Your task:
In the records below, find the line with "cairo_arc(cr, x + w - r, y + r, r, 1.5" and the line with "cairo_push_group_with_content(cr, CAIRO_CONTENT_ALPHA);". Print both exactly, along with every line between them, and no other line.

Dataset records:
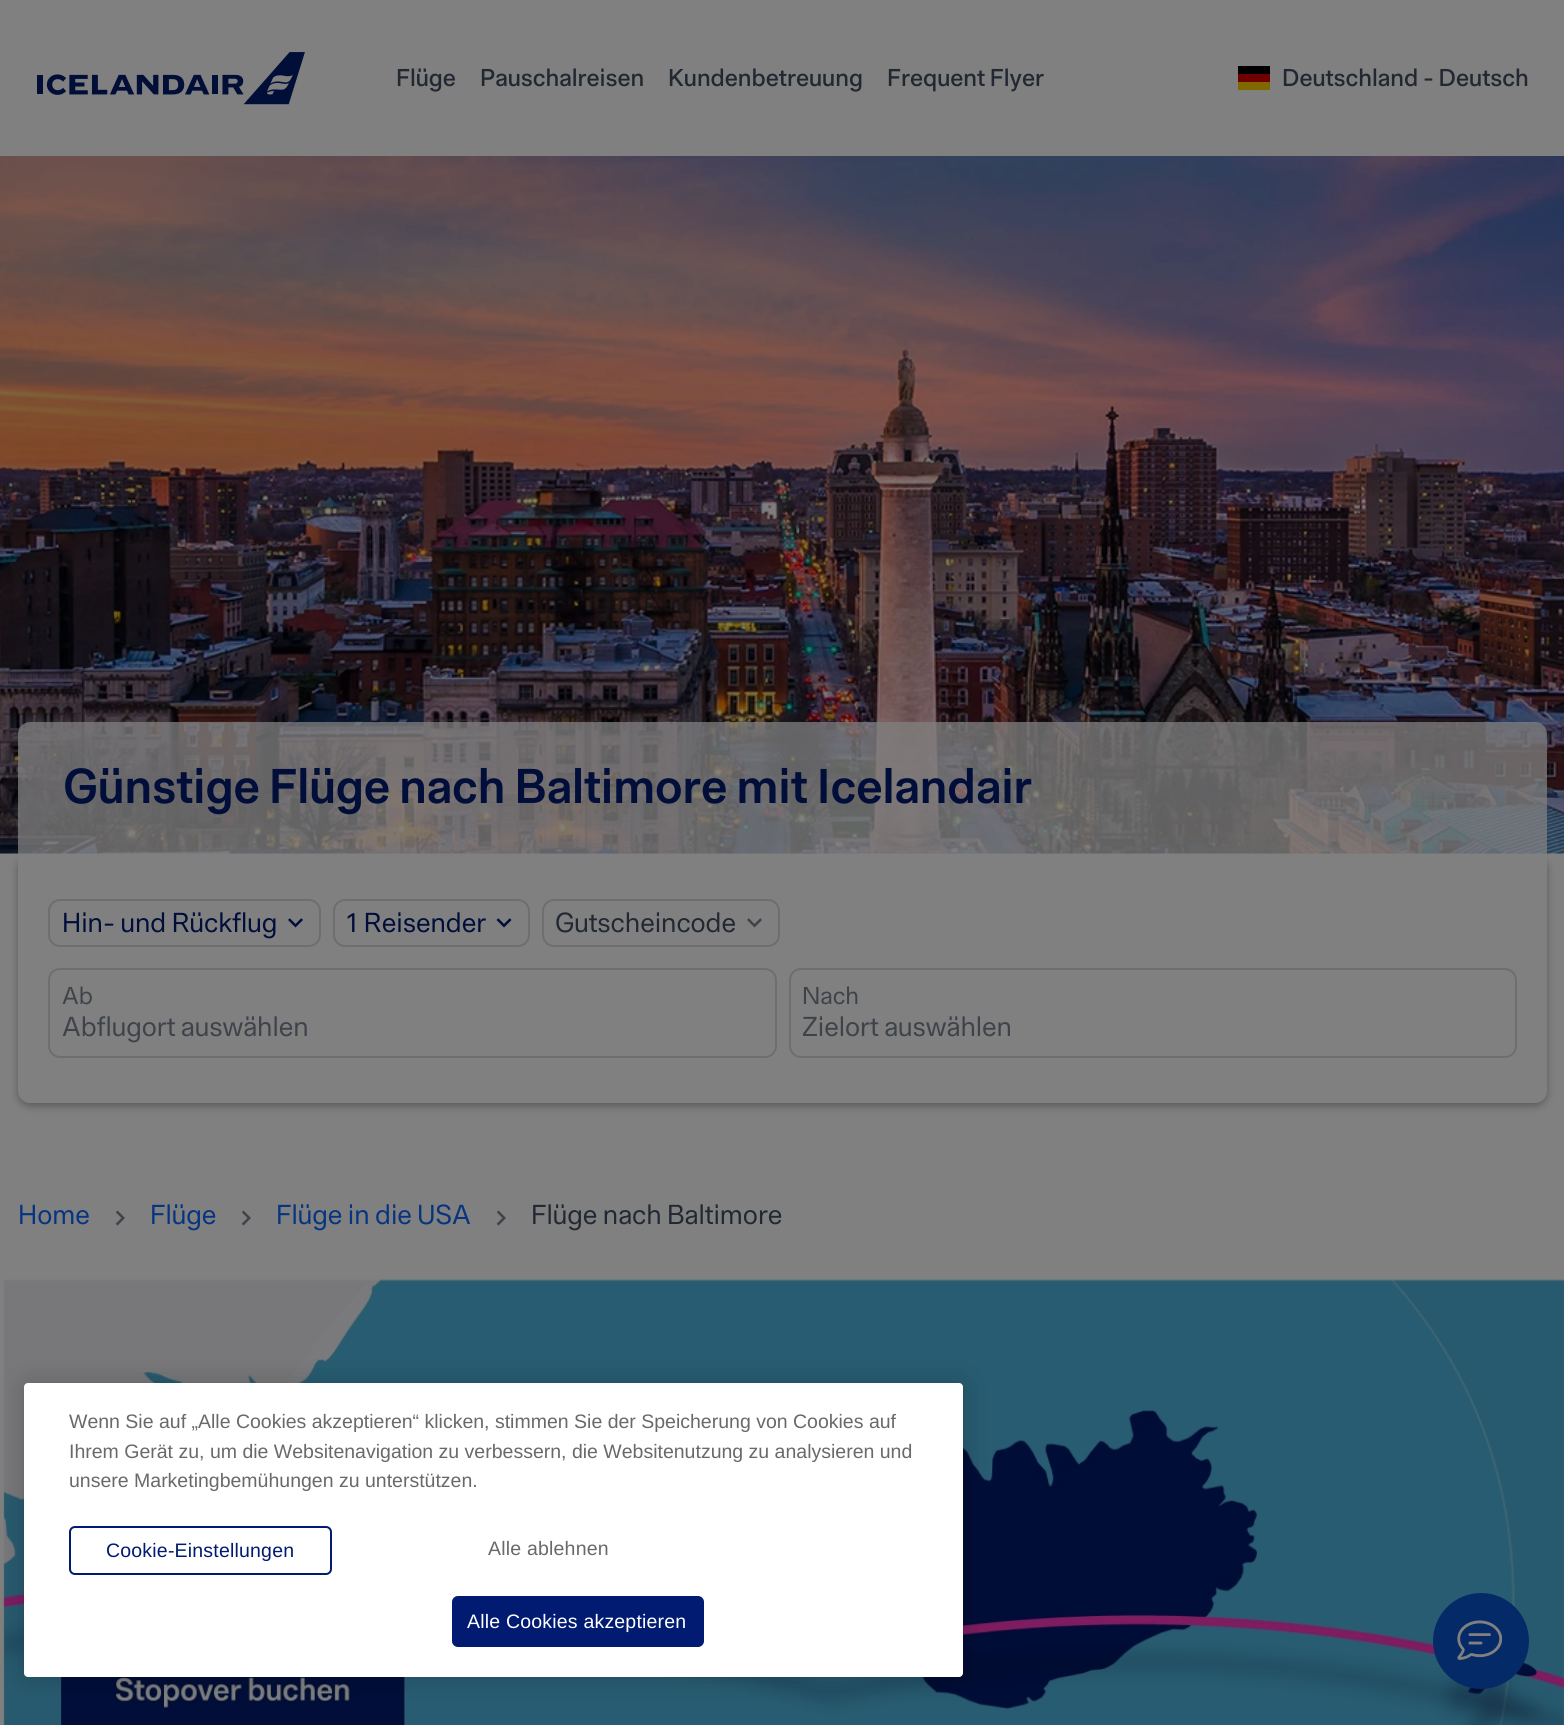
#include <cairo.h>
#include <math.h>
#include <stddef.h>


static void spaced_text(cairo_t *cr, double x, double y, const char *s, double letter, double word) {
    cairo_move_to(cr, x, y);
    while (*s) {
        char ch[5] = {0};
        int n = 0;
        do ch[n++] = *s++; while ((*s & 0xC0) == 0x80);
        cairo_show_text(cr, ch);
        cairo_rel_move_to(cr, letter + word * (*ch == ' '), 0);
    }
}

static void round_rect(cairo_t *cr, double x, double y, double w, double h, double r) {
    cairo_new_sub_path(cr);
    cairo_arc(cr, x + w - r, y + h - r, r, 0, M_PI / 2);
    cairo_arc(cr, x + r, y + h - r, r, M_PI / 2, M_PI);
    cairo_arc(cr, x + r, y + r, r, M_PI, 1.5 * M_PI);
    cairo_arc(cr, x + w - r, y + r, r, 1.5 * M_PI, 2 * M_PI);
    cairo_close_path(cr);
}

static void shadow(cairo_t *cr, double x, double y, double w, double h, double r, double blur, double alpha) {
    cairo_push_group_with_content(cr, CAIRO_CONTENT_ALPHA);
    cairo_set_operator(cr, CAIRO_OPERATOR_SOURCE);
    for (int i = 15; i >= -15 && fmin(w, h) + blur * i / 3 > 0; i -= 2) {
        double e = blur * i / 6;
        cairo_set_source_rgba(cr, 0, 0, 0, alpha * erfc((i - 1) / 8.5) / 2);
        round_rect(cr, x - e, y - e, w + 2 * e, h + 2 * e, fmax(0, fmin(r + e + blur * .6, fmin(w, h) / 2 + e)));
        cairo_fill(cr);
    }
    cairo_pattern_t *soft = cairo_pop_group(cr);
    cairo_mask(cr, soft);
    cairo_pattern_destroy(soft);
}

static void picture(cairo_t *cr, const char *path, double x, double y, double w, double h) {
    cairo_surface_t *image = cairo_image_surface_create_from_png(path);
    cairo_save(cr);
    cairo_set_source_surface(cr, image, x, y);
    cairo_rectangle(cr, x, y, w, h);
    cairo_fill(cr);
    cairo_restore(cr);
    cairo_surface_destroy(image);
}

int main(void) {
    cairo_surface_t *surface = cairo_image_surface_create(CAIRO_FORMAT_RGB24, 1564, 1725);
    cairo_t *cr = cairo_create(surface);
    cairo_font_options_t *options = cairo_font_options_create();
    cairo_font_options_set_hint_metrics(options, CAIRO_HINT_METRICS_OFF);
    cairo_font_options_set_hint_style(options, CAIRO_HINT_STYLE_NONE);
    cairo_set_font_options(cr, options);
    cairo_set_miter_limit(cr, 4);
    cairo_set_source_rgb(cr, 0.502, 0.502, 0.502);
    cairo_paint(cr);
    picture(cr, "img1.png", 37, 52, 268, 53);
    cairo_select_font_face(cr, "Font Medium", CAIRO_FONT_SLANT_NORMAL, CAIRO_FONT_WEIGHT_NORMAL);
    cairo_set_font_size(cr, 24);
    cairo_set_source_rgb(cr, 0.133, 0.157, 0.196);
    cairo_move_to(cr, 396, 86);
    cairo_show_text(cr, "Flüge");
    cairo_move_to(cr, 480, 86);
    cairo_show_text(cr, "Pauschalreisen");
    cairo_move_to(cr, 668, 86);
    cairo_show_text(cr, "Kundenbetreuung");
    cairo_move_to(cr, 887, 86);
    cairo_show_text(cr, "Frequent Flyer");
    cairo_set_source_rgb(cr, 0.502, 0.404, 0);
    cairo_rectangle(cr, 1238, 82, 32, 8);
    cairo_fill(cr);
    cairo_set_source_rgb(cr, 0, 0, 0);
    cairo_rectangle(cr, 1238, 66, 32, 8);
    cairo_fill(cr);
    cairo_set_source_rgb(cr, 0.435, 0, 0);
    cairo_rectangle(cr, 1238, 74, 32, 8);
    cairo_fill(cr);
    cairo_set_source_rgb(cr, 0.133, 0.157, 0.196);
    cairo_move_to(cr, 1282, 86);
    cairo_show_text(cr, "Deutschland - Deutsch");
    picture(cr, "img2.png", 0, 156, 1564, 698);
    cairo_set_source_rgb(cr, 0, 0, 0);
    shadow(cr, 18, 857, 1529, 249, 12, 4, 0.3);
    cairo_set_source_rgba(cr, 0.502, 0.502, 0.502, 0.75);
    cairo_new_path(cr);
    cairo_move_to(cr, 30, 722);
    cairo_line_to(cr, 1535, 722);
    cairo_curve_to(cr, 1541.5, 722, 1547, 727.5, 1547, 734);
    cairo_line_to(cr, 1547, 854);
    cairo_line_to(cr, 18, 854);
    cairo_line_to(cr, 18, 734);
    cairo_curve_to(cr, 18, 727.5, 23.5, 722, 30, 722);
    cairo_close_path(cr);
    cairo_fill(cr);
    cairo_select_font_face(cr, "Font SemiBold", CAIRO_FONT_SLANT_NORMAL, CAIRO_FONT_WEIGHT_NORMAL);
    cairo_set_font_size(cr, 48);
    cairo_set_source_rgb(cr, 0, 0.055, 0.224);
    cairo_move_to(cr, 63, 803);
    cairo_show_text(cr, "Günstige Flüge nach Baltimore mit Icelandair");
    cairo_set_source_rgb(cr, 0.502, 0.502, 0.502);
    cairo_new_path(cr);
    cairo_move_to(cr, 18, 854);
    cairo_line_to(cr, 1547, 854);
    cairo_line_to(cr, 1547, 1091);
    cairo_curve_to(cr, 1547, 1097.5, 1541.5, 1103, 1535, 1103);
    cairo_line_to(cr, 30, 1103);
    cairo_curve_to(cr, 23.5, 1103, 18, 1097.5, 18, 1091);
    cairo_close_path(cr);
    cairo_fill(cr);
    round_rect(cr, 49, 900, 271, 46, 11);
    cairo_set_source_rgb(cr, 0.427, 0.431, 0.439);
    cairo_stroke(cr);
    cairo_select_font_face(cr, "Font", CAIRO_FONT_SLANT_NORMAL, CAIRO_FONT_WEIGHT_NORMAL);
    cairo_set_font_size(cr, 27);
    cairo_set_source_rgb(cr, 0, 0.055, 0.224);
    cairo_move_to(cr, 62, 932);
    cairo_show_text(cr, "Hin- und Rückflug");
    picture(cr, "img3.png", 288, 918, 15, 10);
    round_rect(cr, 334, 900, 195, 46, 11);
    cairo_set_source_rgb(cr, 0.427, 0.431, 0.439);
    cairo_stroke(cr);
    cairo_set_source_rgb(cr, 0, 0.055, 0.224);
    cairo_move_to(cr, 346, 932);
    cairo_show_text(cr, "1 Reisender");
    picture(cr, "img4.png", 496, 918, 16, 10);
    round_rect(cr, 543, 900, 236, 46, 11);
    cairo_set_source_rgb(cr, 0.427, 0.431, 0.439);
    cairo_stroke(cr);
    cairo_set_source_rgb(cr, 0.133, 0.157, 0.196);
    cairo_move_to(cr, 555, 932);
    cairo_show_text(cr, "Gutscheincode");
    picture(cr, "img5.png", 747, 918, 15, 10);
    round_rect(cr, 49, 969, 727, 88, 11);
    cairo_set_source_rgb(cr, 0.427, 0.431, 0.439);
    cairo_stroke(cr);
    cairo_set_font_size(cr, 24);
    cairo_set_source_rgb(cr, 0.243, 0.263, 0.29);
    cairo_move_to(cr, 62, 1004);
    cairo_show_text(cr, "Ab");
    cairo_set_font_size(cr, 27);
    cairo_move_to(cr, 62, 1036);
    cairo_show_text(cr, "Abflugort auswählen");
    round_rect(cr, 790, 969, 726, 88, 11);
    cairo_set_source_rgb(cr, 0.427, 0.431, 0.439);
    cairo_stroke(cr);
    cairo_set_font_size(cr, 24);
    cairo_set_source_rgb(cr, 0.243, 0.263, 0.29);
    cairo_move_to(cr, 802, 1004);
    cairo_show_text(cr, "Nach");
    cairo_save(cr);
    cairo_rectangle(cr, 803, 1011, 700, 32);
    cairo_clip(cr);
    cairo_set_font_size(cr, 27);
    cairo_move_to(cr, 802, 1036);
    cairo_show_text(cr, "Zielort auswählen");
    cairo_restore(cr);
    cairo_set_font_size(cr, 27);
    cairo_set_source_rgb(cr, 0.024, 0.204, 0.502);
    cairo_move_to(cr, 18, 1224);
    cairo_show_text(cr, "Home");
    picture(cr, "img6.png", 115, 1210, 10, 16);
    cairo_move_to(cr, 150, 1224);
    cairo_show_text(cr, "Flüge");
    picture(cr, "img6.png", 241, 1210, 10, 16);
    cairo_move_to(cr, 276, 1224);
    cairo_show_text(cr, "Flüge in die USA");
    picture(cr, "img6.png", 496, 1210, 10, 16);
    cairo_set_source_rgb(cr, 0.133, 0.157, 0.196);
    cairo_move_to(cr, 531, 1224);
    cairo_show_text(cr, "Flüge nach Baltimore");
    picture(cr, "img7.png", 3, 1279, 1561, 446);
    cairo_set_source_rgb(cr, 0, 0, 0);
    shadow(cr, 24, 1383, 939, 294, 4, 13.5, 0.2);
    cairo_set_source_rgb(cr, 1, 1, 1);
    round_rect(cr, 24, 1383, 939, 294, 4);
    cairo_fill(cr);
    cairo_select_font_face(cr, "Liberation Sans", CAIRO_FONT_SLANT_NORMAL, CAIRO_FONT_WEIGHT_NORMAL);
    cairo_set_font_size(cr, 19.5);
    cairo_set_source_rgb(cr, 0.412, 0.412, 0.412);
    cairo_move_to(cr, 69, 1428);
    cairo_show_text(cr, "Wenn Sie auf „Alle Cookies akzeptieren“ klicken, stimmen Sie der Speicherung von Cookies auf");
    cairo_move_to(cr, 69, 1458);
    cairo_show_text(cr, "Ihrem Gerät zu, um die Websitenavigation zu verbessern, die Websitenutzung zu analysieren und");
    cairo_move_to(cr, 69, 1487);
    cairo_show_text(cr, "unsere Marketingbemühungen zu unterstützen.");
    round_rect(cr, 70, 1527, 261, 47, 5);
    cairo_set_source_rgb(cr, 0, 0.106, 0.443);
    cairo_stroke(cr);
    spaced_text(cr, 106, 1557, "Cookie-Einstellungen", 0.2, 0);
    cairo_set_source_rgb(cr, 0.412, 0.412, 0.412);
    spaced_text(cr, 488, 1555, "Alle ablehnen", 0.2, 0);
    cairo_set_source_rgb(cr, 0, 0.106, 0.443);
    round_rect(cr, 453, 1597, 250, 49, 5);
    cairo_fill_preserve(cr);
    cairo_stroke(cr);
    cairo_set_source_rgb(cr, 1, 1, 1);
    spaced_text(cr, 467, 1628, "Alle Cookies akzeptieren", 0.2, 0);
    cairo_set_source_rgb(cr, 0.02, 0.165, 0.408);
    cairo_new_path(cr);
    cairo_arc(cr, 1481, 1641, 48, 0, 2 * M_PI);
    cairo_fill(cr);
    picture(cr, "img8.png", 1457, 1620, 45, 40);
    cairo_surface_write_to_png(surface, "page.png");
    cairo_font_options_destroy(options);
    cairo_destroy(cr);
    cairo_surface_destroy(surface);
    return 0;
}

Solution:
    cairo_arc(cr, x + w - r, y + r, r, 1.5 * M_PI, 2 * M_PI);
    cairo_close_path(cr);
}

static void shadow(cairo_t *cr, double x, double y, double w, double h, double r, double blur, double alpha) {
    cairo_push_group_with_content(cr, CAIRO_CONTENT_ALPHA);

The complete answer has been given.